A recent court case challenged the improper use of trustee powers upon the death of a fund member. Michael Hallinan discloses the result and the implications it has for SMSFs.
The Victorian Supreme Court recently overturned a case dealing with a trustee’s death benefit allocation decision. The court found the decision of the SMSF trustees was defective and removed the trustees from their office as well.
Undoubtedly, this decision will be closely read by SMSF advisers and is likely to be a leading case on death benefit allocation decisions. The case is Re Marsella: Marsella v Wareham (No 2) (also known as the Swanson Superannuation Fund case)  VSC 65.
Significance of the case
The significance of the Swanson Superannuation Fund case lies in the means by which the court was able to infer the existence of both bad faith and inadequate deliberation of the trustees when making the allocation decision.
Additionally, the case illustrates how an allocation decision should be made in order to minimise the possibility of the decision being successfully challenged in litigation proceedings.
Unlike other SMSF allocation decision cases, this case turned upon substantive issues, that is, bad faith and inadequate deliberation, rather than technical deficiencies as occurred in Donovan v Donovan (nomination not binding), Munro v Munro (incorrect description of beneficiary), McIntosh v McIntosh (capacity of claimant), Brine v Carter (capacity of claimant) and Re Narumon Pty Ltd (requirements for a valid refresh of a nomination).
Helen Marsella was the sole member of the Swanson Superannuation Fund, an SMSF. The fund was established in 2003 with Helen Marsella and her daughter, Caroline, as the two trustees. They remained as the trustees until the death of Helen.
Helen died on 27 April 2016 leaving a superannuation death benefit then estimated to be about $450,000. While she left a binding death benefit nomination (BDBN), it was agreed by all the parties that the nomination was invalid.
As there was no valid BDBN, the trust deed provided that the trustees had to allocate the death benefit to or among the eligible beneficiaries of Helen. In the circumstances of the case it was accepted by the parties that the only eligible beneficiaries were Riccardo, the deceased’s husband of more than 30 years, the legal personal representative of Helen’s estate (that is, the executor of her estate, who was Riccardo) and her issue from her previous marriage being her daughter, Caroline, and son, Martin.
Shortly after the death of Helen, disputes emerged between Riccardo and Caroline. Riccardo commenced legal proceedings to have the court vary Helen’s will to provide greater provision for him, given that limited provision had been made for him in the will. Caroline asserted that a particular property (the Frankston property) was held on pre-existing trusts for herself and her brother and therefore did not form part of the estate. The claim for further provision was resolved in favour of Riccardo and the dispute as to the Frankston property was resolved in favour of the property being part of the estate.
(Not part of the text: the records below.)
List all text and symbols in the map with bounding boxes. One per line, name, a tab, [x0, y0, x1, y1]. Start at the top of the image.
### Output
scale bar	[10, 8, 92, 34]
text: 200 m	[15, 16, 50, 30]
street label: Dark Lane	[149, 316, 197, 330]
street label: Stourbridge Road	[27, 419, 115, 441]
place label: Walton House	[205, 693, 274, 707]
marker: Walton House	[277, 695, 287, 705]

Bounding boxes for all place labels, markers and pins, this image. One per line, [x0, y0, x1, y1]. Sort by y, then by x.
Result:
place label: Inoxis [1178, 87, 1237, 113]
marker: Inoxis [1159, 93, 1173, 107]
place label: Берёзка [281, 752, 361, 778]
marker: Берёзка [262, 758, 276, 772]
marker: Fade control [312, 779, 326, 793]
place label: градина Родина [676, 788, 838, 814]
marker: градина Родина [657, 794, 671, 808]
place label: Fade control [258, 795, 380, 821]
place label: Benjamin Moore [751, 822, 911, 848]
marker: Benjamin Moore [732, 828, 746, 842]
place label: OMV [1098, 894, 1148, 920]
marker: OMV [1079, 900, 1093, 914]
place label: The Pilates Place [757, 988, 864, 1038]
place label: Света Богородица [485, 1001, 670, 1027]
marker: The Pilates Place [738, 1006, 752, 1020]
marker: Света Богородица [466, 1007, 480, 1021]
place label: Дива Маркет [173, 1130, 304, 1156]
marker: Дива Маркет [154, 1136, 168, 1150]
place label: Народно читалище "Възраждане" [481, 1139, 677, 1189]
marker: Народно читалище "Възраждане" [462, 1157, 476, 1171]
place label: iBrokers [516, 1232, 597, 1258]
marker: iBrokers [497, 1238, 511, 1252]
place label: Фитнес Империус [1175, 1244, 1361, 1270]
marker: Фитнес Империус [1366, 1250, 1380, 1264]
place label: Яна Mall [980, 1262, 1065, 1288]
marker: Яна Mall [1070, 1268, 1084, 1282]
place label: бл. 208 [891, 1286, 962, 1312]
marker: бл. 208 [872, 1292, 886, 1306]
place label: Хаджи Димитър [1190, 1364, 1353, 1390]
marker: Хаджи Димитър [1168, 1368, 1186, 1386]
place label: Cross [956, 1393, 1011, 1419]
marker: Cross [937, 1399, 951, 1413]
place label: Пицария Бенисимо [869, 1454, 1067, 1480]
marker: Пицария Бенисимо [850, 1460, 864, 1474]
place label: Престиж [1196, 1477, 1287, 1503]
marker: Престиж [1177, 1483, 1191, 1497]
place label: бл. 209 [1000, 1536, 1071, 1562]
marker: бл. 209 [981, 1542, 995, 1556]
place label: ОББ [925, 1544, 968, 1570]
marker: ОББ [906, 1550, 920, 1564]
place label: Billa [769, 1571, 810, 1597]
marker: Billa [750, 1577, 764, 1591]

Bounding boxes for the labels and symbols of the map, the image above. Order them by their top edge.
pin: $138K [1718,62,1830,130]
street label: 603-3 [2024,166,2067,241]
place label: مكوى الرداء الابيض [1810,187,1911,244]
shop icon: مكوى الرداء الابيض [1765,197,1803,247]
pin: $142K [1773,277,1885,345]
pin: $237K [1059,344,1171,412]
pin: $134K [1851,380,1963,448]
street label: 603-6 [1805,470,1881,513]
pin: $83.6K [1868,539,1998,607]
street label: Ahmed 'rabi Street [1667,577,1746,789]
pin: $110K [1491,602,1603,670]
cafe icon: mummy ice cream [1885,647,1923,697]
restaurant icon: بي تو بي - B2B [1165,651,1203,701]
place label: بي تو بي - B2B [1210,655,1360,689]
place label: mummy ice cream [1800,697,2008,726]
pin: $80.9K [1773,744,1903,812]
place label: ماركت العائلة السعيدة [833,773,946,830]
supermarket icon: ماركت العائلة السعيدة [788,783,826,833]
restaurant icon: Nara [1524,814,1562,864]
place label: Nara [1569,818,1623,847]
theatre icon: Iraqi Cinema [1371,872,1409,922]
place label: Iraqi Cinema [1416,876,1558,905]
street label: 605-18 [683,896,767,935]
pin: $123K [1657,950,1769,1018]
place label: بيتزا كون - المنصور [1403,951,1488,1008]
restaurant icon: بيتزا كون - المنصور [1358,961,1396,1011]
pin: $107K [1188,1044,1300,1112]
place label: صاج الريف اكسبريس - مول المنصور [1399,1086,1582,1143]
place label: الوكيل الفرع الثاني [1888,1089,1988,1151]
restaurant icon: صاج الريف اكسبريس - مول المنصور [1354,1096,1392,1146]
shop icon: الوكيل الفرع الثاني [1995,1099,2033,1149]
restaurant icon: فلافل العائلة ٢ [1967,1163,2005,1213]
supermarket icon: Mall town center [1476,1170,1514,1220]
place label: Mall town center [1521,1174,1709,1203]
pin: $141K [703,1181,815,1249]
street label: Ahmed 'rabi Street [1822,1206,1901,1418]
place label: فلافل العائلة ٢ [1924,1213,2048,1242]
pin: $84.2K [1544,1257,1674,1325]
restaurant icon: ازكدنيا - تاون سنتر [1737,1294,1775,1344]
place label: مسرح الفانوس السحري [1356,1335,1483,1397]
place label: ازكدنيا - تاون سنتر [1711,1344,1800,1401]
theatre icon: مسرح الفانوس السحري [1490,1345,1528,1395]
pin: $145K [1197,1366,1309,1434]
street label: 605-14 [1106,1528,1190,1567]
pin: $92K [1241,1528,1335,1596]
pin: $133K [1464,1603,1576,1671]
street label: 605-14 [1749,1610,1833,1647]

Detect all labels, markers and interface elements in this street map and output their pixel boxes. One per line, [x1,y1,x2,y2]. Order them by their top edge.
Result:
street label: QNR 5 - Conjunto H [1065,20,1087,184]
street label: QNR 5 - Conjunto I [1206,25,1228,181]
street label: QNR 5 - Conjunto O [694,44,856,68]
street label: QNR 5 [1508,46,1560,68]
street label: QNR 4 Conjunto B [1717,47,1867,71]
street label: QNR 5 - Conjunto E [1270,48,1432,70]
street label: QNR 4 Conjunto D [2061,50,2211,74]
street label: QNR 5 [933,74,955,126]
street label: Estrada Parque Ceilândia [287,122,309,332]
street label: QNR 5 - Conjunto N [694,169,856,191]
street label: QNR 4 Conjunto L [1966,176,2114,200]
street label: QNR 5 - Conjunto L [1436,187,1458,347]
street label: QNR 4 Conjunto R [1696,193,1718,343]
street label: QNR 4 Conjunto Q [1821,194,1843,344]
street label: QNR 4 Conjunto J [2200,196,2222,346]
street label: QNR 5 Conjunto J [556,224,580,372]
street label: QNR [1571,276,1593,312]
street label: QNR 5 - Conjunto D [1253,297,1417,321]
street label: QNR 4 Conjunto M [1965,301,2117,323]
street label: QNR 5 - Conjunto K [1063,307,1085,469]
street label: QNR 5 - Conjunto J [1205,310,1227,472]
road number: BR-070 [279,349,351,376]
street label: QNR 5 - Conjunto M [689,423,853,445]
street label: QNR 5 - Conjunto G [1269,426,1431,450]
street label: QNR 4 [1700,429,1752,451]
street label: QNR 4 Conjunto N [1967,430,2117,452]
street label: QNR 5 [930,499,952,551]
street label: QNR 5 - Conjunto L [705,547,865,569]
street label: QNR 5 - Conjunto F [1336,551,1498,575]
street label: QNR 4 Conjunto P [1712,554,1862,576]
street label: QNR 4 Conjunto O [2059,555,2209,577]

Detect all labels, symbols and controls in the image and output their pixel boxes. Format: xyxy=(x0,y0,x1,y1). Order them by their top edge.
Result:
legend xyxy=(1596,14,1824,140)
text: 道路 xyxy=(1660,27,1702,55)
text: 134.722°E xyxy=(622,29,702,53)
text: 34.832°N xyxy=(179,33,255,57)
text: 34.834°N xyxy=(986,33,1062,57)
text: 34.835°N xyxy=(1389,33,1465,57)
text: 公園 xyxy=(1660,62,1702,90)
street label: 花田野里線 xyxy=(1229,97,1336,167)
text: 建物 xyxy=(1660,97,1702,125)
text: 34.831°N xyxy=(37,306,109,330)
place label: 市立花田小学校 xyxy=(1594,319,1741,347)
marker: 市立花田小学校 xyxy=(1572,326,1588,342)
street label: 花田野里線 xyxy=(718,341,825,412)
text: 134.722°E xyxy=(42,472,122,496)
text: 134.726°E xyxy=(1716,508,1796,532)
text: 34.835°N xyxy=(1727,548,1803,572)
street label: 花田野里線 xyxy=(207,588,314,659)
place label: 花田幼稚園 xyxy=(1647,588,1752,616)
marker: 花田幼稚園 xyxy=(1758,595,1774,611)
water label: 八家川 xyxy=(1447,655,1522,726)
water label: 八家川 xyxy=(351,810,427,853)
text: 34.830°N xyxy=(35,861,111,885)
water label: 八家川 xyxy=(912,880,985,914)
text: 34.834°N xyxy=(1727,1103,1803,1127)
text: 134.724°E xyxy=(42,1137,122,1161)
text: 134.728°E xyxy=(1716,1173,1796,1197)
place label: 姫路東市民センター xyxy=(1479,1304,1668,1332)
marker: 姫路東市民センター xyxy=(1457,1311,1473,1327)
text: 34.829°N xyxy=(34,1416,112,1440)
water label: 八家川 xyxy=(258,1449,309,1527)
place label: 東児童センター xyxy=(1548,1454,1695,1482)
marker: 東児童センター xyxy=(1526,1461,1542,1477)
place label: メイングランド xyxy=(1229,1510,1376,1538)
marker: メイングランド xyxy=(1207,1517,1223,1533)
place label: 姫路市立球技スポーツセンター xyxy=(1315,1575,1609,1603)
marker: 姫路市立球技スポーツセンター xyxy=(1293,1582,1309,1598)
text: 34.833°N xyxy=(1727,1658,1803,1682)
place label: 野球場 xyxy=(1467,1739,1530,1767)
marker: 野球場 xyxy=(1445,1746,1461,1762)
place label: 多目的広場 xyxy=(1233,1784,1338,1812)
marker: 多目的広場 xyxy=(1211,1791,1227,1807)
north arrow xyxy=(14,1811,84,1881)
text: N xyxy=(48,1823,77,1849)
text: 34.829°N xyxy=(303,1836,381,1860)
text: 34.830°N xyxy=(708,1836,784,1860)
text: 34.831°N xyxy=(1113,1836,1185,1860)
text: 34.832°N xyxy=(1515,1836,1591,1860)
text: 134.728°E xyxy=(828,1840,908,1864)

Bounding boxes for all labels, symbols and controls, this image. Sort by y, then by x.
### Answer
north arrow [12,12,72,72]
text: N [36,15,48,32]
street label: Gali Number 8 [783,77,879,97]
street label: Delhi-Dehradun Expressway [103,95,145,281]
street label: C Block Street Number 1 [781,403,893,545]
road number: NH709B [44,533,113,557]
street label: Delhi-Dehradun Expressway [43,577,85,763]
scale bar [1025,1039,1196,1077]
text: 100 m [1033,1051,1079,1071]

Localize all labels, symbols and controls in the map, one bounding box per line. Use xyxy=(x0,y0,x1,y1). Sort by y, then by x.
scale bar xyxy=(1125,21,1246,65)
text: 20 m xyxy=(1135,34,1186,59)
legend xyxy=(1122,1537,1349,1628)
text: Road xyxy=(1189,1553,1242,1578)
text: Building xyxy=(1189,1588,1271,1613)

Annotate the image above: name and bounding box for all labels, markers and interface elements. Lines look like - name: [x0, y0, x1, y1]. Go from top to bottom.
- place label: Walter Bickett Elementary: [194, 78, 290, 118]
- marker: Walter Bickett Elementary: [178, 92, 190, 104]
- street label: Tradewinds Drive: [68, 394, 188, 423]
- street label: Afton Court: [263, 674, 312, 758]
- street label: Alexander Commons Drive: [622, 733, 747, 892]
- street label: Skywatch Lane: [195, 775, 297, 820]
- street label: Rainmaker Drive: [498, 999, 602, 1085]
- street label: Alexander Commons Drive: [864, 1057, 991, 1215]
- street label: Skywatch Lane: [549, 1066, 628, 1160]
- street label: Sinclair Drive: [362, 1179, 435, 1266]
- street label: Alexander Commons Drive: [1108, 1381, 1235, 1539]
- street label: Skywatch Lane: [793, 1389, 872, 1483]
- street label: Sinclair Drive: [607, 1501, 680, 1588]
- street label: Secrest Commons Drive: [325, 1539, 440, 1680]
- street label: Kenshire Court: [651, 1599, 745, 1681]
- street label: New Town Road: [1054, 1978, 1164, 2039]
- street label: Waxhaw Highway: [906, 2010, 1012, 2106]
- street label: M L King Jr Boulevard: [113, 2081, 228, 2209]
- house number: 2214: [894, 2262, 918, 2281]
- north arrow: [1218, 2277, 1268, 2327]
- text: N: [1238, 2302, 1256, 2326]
Almost a year after Helen died, and before the resolution of the two disputes, the daughter as sole surviving trustee made a decision (the death benefit allocation decision) to appoint the entire death benefit to herself and also made a decision to appoint her husband as co-trustee. Due to uncertainty as to whether the trust deed required or did not require two trustees, after the appointment of her husband as co-trustee, they made the same allocation decision. Both decisions were recorded in writing and both occurred on the same day.
Riccardo commenced legal proceedings to challenge the death benefit allocation decision and also to remove the two trustees. The court held that the death benefit allocation decision was defective and that two trustees should be removed.
Why was the death benefit nomination invalid?
The nomination was deemed invalid for two reasons and each reason was sufficient for the nomination to be invalid alone.
The first was the deceased nominated individuals, being her grandchildren, who were not dependants as defined by the Superannuation Industry (Supervision) (SIS) Act 1993. Grandchildren are not SIS Act dependants simply by virtue of their status as grandchildren. Additionally, the grandchildren were not dependants by reason of being financially dependent on Helen.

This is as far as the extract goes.